→ Exercise input:
━━━━━━━━━━

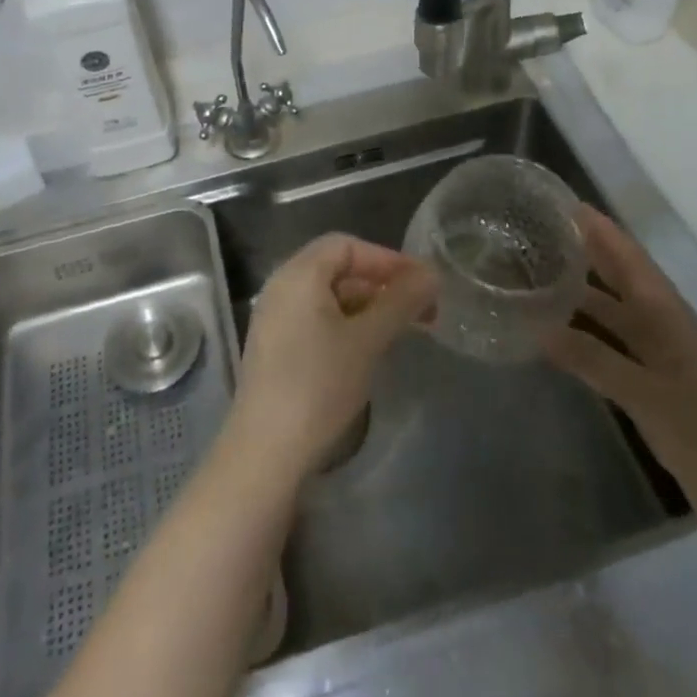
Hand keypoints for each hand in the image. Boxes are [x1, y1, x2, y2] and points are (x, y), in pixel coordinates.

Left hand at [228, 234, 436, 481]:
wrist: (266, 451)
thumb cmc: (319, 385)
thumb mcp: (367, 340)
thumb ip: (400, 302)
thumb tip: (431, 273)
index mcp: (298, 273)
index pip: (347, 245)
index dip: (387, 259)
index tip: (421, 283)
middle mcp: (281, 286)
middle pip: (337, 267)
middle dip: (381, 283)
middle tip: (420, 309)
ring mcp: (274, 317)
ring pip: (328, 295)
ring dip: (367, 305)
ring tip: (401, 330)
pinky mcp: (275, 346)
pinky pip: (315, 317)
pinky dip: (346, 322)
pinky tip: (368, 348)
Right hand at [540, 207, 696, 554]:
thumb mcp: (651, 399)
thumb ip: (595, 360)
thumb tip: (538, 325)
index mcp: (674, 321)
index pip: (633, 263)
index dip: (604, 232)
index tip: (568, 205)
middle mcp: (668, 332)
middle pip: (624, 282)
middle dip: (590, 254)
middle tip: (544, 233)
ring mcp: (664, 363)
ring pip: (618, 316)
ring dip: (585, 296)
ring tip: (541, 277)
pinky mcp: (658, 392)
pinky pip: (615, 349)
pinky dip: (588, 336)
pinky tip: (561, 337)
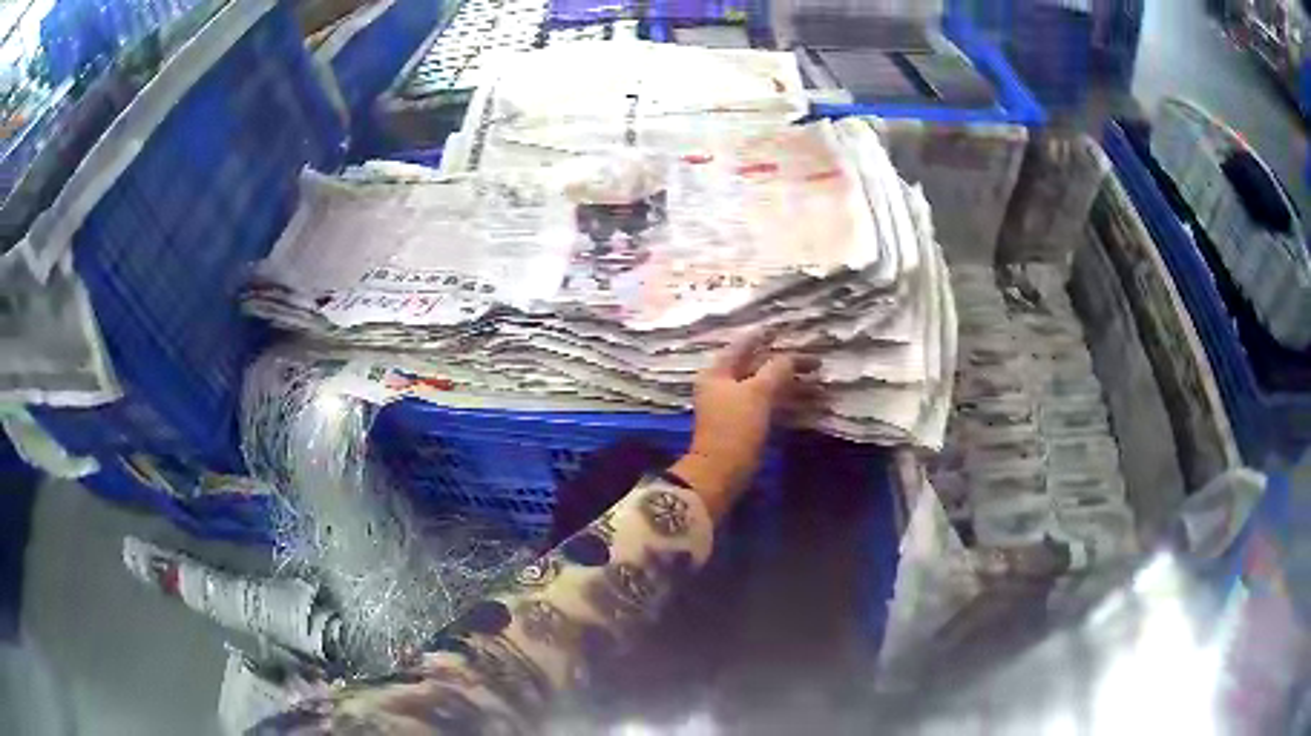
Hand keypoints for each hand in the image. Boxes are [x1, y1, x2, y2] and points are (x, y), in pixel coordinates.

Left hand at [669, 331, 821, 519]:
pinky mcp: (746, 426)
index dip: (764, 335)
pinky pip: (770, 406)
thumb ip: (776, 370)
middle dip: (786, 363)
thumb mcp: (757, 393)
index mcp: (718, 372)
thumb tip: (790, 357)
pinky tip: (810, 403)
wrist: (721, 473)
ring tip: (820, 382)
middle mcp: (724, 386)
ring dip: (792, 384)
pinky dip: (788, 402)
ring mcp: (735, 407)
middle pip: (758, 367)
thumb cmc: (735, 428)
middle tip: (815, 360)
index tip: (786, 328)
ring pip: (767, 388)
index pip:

━━━━━━━━━━

→ Exercise details: Transcribe each line of the data above, unaltered, from the one where "middle pip: (337, 267)" appears to the one where "middle pip: (624, 282)" appears, inclusive of both.

→ Response to this task:
middle pip: (337, 267)
middle dip: (381, 283)
middle tip: (420, 309)
ring mcp: (274, 317)
ring pip: (328, 295)
ring dip: (367, 305)
ring tip: (401, 330)
pinky mcp: (275, 346)
pinky pip: (315, 317)
pinky dip: (346, 322)
pinky tip: (368, 348)
Right hand at [540, 207, 696, 554]:
thumb mcp: (651, 399)
thumb ip: (595, 360)
thumb tip: (538, 325)
index mcp: (674, 321)
index pip: (633, 263)
index dip: (604, 232)
index tip: (568, 205)
middle mcp: (668, 332)
middle pip: (624, 282)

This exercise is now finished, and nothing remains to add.